Task item: What you return should match the data below exactly, with every entry reproduced.

Data items
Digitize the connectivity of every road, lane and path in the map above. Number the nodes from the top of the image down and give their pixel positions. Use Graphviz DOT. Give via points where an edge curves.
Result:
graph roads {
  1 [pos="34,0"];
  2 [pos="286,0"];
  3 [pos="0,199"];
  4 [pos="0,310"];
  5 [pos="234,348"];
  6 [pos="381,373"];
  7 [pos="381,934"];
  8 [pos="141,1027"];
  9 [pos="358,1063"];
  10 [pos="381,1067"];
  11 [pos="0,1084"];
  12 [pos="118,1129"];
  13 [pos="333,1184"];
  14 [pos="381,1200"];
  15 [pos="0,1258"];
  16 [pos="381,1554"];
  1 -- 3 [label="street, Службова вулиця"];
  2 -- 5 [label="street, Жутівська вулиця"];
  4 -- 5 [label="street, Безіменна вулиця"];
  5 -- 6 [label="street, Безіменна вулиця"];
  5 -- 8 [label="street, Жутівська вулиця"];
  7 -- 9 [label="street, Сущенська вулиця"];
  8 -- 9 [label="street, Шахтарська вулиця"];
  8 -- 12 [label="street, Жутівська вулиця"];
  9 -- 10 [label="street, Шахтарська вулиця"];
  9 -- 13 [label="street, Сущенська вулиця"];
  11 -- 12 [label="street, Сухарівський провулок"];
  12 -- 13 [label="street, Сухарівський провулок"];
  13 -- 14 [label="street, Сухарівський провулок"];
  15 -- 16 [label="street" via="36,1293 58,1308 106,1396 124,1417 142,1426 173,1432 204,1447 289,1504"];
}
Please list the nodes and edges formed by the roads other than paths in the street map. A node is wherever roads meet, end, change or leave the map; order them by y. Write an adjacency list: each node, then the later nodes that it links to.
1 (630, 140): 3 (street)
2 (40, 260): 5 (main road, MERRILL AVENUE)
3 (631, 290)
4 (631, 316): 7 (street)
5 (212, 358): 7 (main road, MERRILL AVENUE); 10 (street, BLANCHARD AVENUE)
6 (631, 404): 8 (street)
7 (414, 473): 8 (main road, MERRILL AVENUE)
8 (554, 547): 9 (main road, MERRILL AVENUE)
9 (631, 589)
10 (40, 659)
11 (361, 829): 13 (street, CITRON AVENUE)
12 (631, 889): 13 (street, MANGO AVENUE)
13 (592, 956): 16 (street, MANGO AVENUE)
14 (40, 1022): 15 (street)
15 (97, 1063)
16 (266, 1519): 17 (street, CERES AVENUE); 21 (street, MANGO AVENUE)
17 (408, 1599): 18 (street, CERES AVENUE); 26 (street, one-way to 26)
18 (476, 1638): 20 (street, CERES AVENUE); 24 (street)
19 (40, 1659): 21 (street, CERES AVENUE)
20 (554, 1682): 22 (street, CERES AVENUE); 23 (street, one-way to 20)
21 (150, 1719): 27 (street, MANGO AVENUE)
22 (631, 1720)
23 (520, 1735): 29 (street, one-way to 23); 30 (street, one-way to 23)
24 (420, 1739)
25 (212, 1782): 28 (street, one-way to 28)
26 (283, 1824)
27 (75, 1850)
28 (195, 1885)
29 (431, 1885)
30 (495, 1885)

Response to this exercise:
Digitize the connectivity of every road, lane and path in the map above. Number the nodes from the top of the image down and give their pixel positions. Use Graphviz DOT. Give via points where an edge curves.
Result:
graph roads {
  1 [pos="34,0"];
  2 [pos="286,0"];
  3 [pos="0,199"];
  4 [pos="0,310"];
  5 [pos="234,348"];
  6 [pos="381,373"];
  7 [pos="381,934"];
  8 [pos="141,1027"];
  9 [pos="358,1063"];
  10 [pos="381,1067"];
  11 [pos="0,1084"];
  12 [pos="118,1129"];
  13 [pos="333,1184"];
  14 [pos="381,1200"];
  15 [pos="0,1258"];
  16 [pos="381,1554"];
  1 -- 3 [label="street, Службова вулиця"];
  2 -- 5 [label="street, Жутівська вулиця"];
  4 -- 5 [label="street, Безіменна вулиця"];
  5 -- 6 [label="street, Безіменна вулиця"];
  5 -- 8 [label="street, Жутівська вулиця"];
  7 -- 9 [label="street, Сущенська вулиця"];
  8 -- 9 [label="street, Шахтарська вулиця"];
  8 -- 12 [label="street, Жутівська вулиця"];
  9 -- 10 [label="street, Шахтарська вулиця"];
  9 -- 13 [label="street, Сущенська вулиця"];
  11 -- 12 [label="street, Сухарівський провулок"];
  12 -- 13 [label="street, Сухарівський провулок"];
  13 -- 14 [label="street, Сухарівський провулок"];
  15 -- 16 [label="street" via="36,1293 58,1308 106,1396 124,1417 142,1426 173,1432 204,1447 289,1504"];
}
Please list the nodes and edges formed by the roads other than paths in the street map. A node is wherever roads meet, end, change or leave the map; order them by y. Write an adjacency list: each node, then the later nodes that it links to.
1 (630, 140): 3 (street)
2 (40, 260): 5 (main road, MERRILL AVENUE)
3 (631, 290)
4 (631, 316): 7 (street)
5 (212, 358): 7 (main road, MERRILL AVENUE); 10 (street, BLANCHARD AVENUE)
6 (631, 404): 8 (street)
7 (414, 473): 8 (main road, MERRILL AVENUE)
8 (554, 547): 9 (main road, MERRILL AVENUE)
9 (631, 589)
10 (40, 659)
11 (361, 829): 13 (street, CITRON AVENUE)
12 (631, 889): 13 (street, MANGO AVENUE)
13 (592, 956): 16 (street, MANGO AVENUE)
14 (40, 1022): 15 (street)
15 (97, 1063)
16 (266, 1519): 17 (street, CERES AVENUE); 21 (street, MANGO AVENUE)
17 (408, 1599): 18 (street, CERES AVENUE); 26 (street, one-way to 26)
18 (476, 1638): 20 (street, CERES AVENUE); 24 (street)
19 (40, 1659): 21 (street, CERES AVENUE)
20 (554, 1682): 22 (street, CERES AVENUE); 23 (street, one-way to 20)
21 (150, 1719): 27 (street, MANGO AVENUE)
22 (631, 1720)
23 (520, 1735): 29 (street, one-way to 23); 30 (street, one-way to 23)
24 (420, 1739)
25 (212, 1782): 28 (street, one-way to 28)
26 (283, 1824)
27 (75, 1850)
28 (195, 1885)
29 (431, 1885)
30 (495, 1885)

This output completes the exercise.